(Corrects paragraph four to say Peabody cut its dividend, while Arch Coal suspended it. Removes incorrect reference to Walter "following in the footsteps" of both companies)
Feb 17 (Reuters) - U.S. coal miner Walter Energy Inc reported a bigger-than-expected quarterly loss as it sold less metallurgical coal after suspending mining operations in Canada.
Volumes of metallurgical coal, used in the steel-making process, fell to 2 million metric tons (MMTs) from 2.9 MMTs a year earlier, the company said.
Walter Energy also forecast metallurgical coal sales to fall to 8.5 MMTs to 9 MMTs in 2015 from $9.7 MMTs in 2014, helping to send its shares down more than 8 percent to $1.00 in premarket trading on Tuesday.
The company suspended its quarterly dividend last month to improve "financial flexibility". Arch Coal Inc has also suspended its dividend, while Peabody Energy Corp has slashed its payout.

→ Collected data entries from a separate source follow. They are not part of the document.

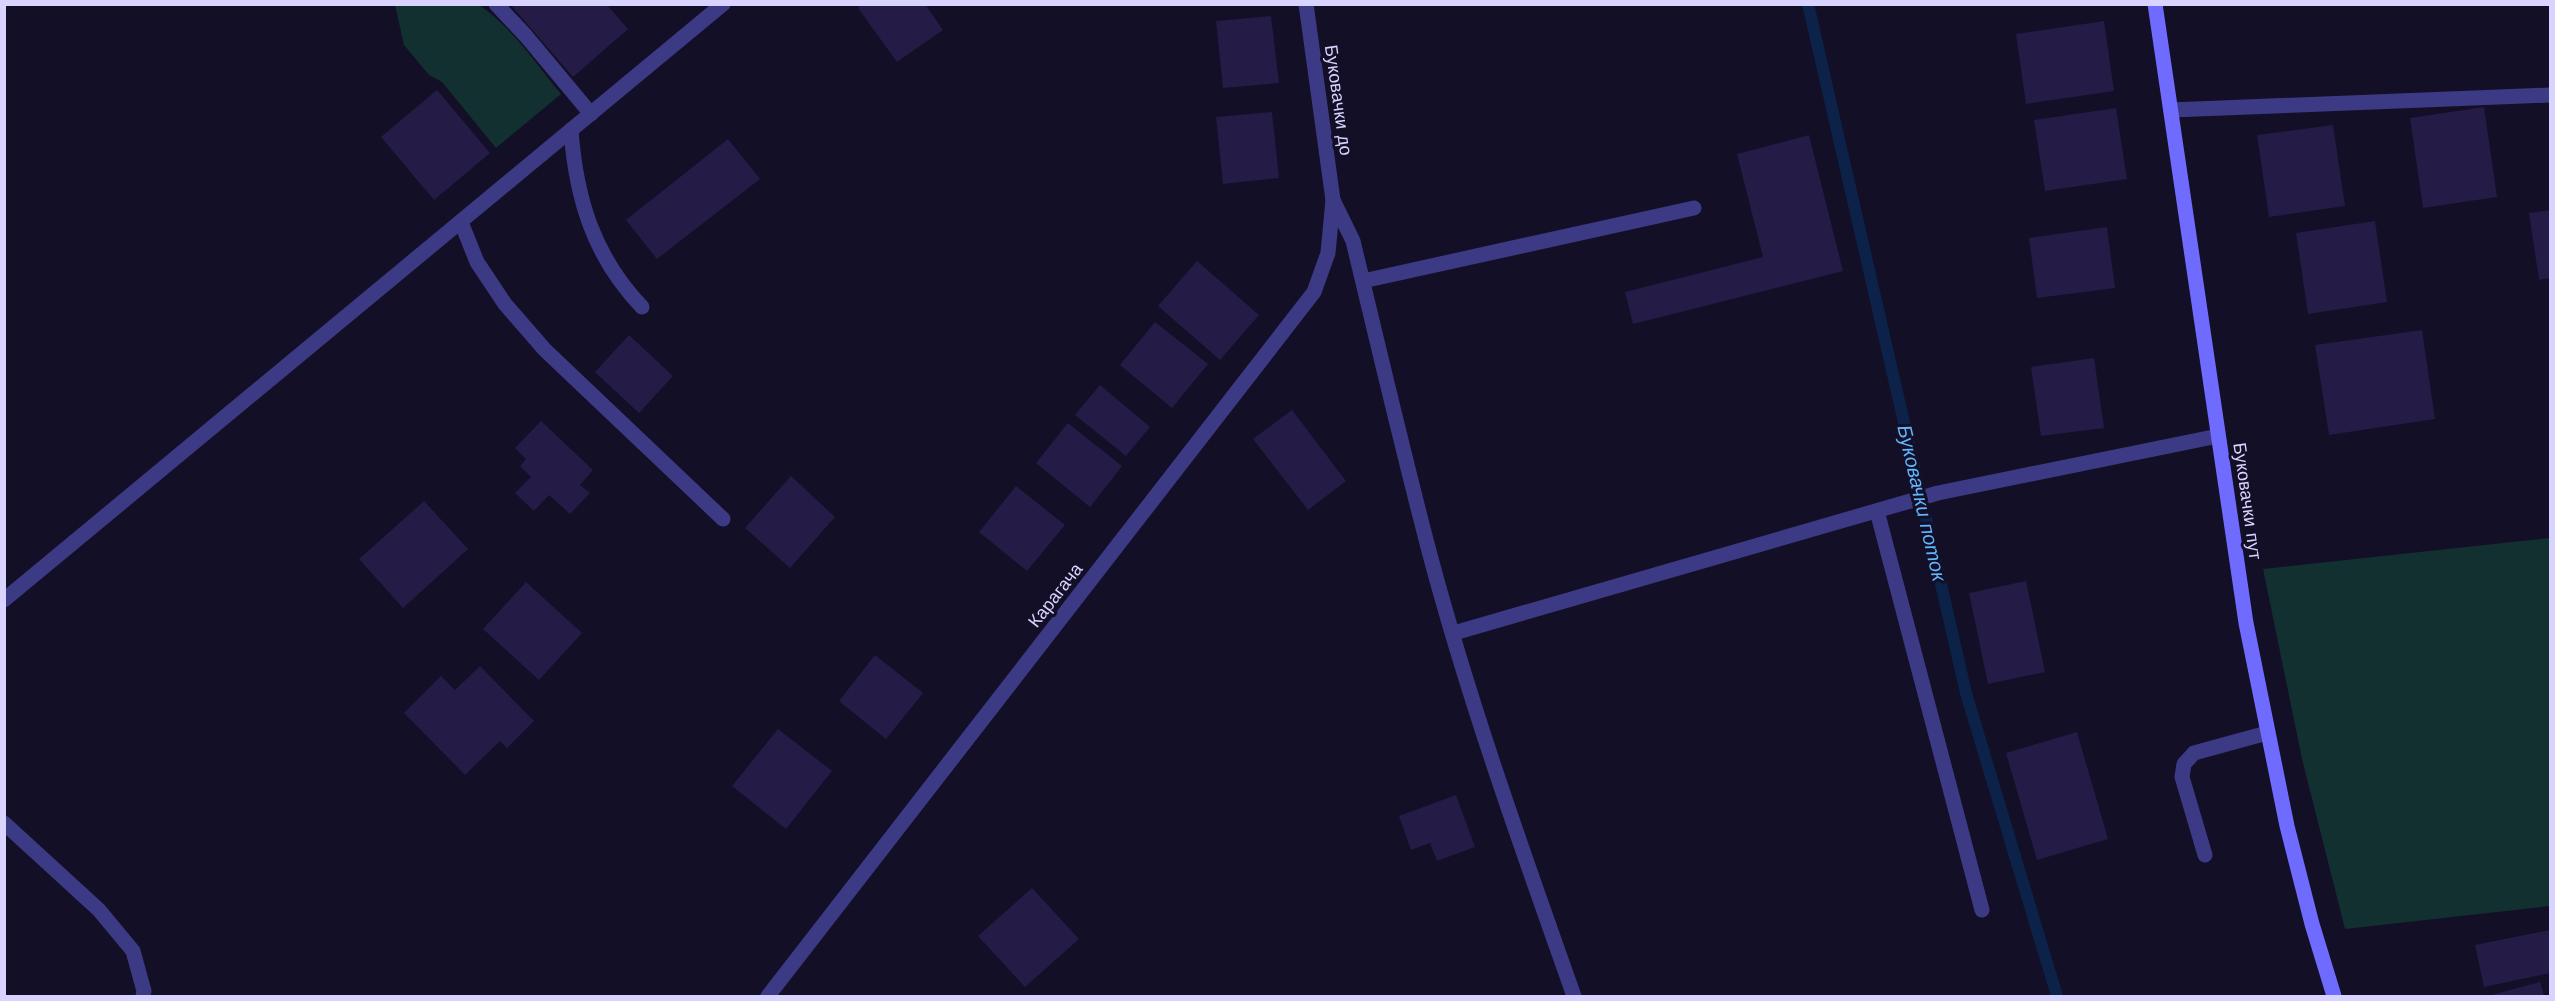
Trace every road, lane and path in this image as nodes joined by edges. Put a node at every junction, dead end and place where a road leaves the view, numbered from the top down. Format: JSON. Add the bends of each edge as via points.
{"nodes":[{"id":1,"x":496,"y":4,"type":"edge"},
{"id":2,"x":723,"y":4,"type":"edge"},
{"id":3,"x":1306,"y":4,"type":"edge"},
{"id":4,"x":2155,"y":4,"type":"edge"},
{"id":5,"x":2550,"y":95,"type":"edge"},
{"id":6,"x":2171,"y":110,"type":"junction"},
{"id":7,"x":591,"y":114,"type":"junction"},
{"id":8,"x":571,"y":130,"type":"junction"},
{"id":9,"x":1333,"y":200,"type":"junction"},
{"id":10,"x":1694,"y":207,"type":"dead end"},
{"id":11,"x":461,"y":222,"type":"junction"},
{"id":12,"x":1363,"y":281,"type":"junction"},
{"id":13,"x":642,"y":307,"type":"dead end"},
{"id":14,"x":2218,"y":436,"type":"junction"},
{"id":15,"x":1877,"y":511,"type":"junction"},
{"id":16,"x":723,"y":519,"type":"dead end"},
{"id":17,"x":4,"y":600,"type":"edge"},
{"id":18,"x":1454,"y":633,"type":"junction"},
{"id":19,"x":2267,"y":733,"type":"junction"},
{"id":20,"x":4,"y":823,"type":"edge"},
{"id":21,"x":2205,"y":855,"type":"dead end"},
{"id":22,"x":1982,"y":910,"type":"dead end"},
{"id":23,"x":143,"y":996,"type":"edge"},
{"id":24,"x":768,"y":996,"type":"edge"},
{"id":25,"x":1574,"y":996,"type":"edge"},
{"id":26,"x":2334,"y":996,"type":"edge"}],
"edges":[{"from":1,"to":7,"type":"street"},
{"from":2,"to":7,"type":"street"},
{"from":3,"to":9,"type":"street","name":"Буковачки до"},
{"from":4,"to":6,"type":"street","name":"Буковачки пут"},
{"from":5,"to":6,"type":"street"},
{"from":6,"to":14,"type":"street","name":"Буковачки пут"},
{"from":7,"to":8,"type":"street"},
{"from":8,"to":11,"type":"street"},
{"from":8,"to":13,"type":"street","via":[[582,207],[622,286]]},
{"from":9,"to":12,"type":"street","via":[[1353,241]]},
{"from":9,"to":24,"type":"street","name":"Карагача","via":[[1328,253],[1314,292]]},
{"from":10,"to":12,"type":"street"},
{"from":11,"to":16,"type":"street","via":[[477,262],[505,304],[545,350]]},
{"from":11,"to":17,"type":"street"},
{"from":12,"to":18,"type":"street","via":[[1429,552]]},
{"from":14,"to":15,"type":"street","via":[[1938,493]]},
{"from":14,"to":19,"type":"street","name":"Буковачки пут"},
{"from":15,"to":18,"type":"street"},
{"from":15,"to":22,"type":"street"},
{"from":18,"to":25,"type":"street","via":[[1504,798]]},
{"from":19,"to":21,"type":"street","via":[[2194,753],[2184,764],[2181,777]]},
{"from":19,"to":26,"type":"street","name":"Буковачки пут","via":[[2312,924]]},
{"from":20,"to":23,"type":"street","via":[[99,910],[133,951]]}]}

U.S. coal miners have been slashing costs to offset persistently weak coal prices caused by sluggish demand from Europe and Asia, especially China.
Walter Energy's cost of sales fell 26.5 percent to $275.2 million in the quarter.
The company's net loss narrowed to $128.1 million, or $1.83 per share, in the fourth quarter ended Dec. 31, from $174.3 million, or $2.79 per share, a year earlier.
However, Walter Energy posted a quarterly loss of $1.97 per share on an adjusted basis, bigger than the analysts' average estimate of $1.59, according to Thomson Reuters I/B/E/S.
Revenue fell 39.5 percent to $285.6 million, well below the average analyst estimate of $326.6 million.
Walter Energy's stock had fallen about 90 percent in the past 12 months to its close of $1.09 on the New York Stock Exchange on Friday. (Reporting By Manya Venkatesh in Bengaluru; Editing by Simon Jennings)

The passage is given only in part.